═══ RECORDS FOR PROCESSING

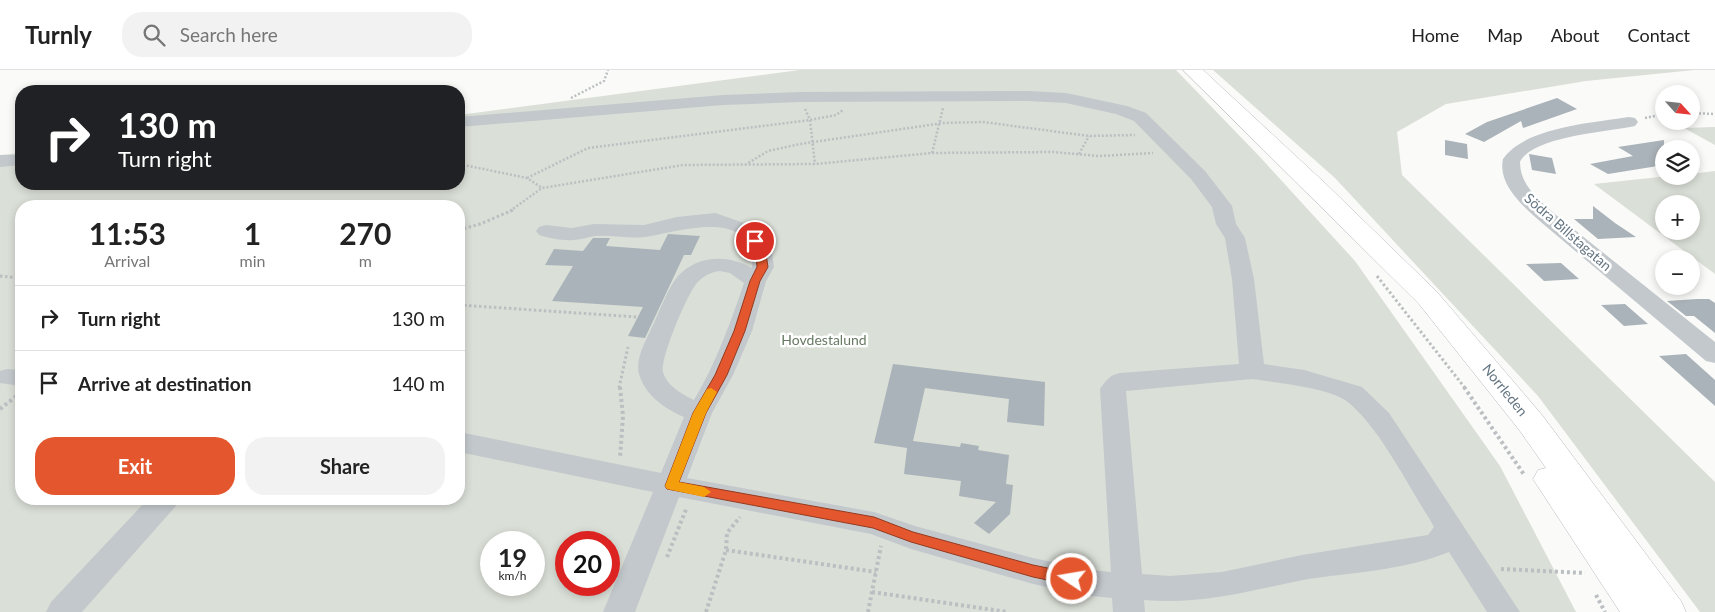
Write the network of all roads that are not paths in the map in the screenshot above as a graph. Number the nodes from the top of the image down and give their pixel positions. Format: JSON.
{"nodes":[{"id":1,"x":1192,"y":70,"type":"edge"},
{"id":2,"x":465,"y":122,"type":"edge"},
{"id":3,"x":1629,"y":122,"type":"dead end"},
{"id":4,"x":15,"y":160,"type":"edge"},
{"id":5,"x":0,"y":161,"type":"edge"},
{"id":6,"x":1318,"y":189,"type":"junction"},
{"id":7,"x":546,"y":230,"type":"dead end"},
{"id":8,"x":755,"y":281,"type":"junction"},
{"id":9,"x":1715,"y":355,"type":"edge"},
{"id":10,"x":1252,"y":371,"type":"junction"},
{"id":11,"x":699,"y":413,"type":"junction"},
{"id":12,"x":465,"y":443,"type":"edge"},
{"id":13,"x":683,"y":488,"type":"junction"},
{"id":14,"x":160,"y":505,"type":"edge"},
{"id":15,"x":1449,"y":528,"type":"junction"},
{"id":16,"x":1128,"y":598,"type":"edge"},
{"id":17,"x":62,"y":612,"type":"edge"},
{"id":18,"x":619,"y":612,"type":"edge"},
{"id":19,"x":1504,"y":612,"type":"edge"},
{"id":20,"x":1640,"y":612,"type":"edge"},
{"id":21,"x":1668,"y":612,"type":"edge"}],
"edges":[{"from":1,"to":6,"type":"main road","name":"Norrleden"},
{"from":2,"to":10,"type":"street"},
{"from":3,"to":9,"type":"street","name":"Södra Billstagatan"},
{"from":4,"to":5,"type":"street"},
{"from":6,"to":20,"type":"main road","name":"Norrleden"},
{"from":6,"to":21,"type":"main road","name":"Norrleden"},
{"from":7,"to":8,"type":"street"},
{"from":8,"to":11,"type":"street"},
{"from":8,"to":11,"type":"street"},
{"from":10,"to":15,"type":"street"},
{"from":10,"to":16,"type":"street"},
{"from":11,"to":13,"type":"street"},
{"from":12,"to":13,"type":"street"},
{"from":13,"to":16,"type":"street"},
{"from":13,"to":18,"type":"street"},
{"from":14,"to":17,"type":"street"},
{"from":15,"to":16,"type":"street"},
{"from":15,"to":19,"type":"street"}]}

══════

**WORK REQUEST**
Each record above must be retyped exactly, minus its pictures.

**SOLUTION TO THE PROBLEM**
Write the network of all roads that are not paths in the map in the screenshot above as a graph. Number the nodes from the top of the image down and give their pixel positions. Format: JSON.
{"nodes":[{"id":1,"x":1192,"y":70,"type":"edge"},
{"id":2,"x":465,"y":122,"type":"edge"},
{"id":3,"x":1629,"y":122,"type":"dead end"},
{"id":4,"x":15,"y":160,"type":"edge"},
{"id":5,"x":0,"y":161,"type":"edge"},
{"id":6,"x":1318,"y":189,"type":"junction"},
{"id":7,"x":546,"y":230,"type":"dead end"},
{"id":8,"x":755,"y":281,"type":"junction"},
{"id":9,"x":1715,"y":355,"type":"edge"},
{"id":10,"x":1252,"y":371,"type":"junction"},
{"id":11,"x":699,"y":413,"type":"junction"},
{"id":12,"x":465,"y":443,"type":"edge"},
{"id":13,"x":683,"y":488,"type":"junction"},
{"id":14,"x":160,"y":505,"type":"edge"},
{"id":15,"x":1449,"y":528,"type":"junction"},
{"id":16,"x":1128,"y":598,"type":"edge"},
{"id":17,"x":62,"y":612,"type":"edge"},
{"id":18,"x":619,"y":612,"type":"edge"},
{"id":19,"x":1504,"y":612,"type":"edge"},
{"id":20,"x":1640,"y":612,"type":"edge"},
{"id":21,"x":1668,"y":612,"type":"edge"}],
"edges":[{"from":1,"to":6,"type":"main road","name":"Norrleden"},
{"from":2,"to":10,"type":"street"},
{"from":3,"to":9,"type":"street","name":"Södra Billstagatan"},
{"from":4,"to":5,"type":"street"},
{"from":6,"to":20,"type":"main road","name":"Norrleden"},
{"from":6,"to":21,"type":"main road","name":"Norrleden"},
{"from":7,"to":8,"type":"street"},
{"from":8,"to":11,"type":"street"},
{"from":8,"to":11,"type":"street"},
{"from":10,"to":15,"type":"street"},
{"from":10,"to":16,"type":"street"},
{"from":11,"to":13,"type":"street"},
{"from":12,"to":13,"type":"street"},
{"from":13,"to":16,"type":"street"},
{"from":13,"to":18,"type":"street"},
{"from":14,"to":17,"type":"street"},
{"from":15,"to":16,"type":"street"},
{"from":15,"to":19,"type":"street"}]}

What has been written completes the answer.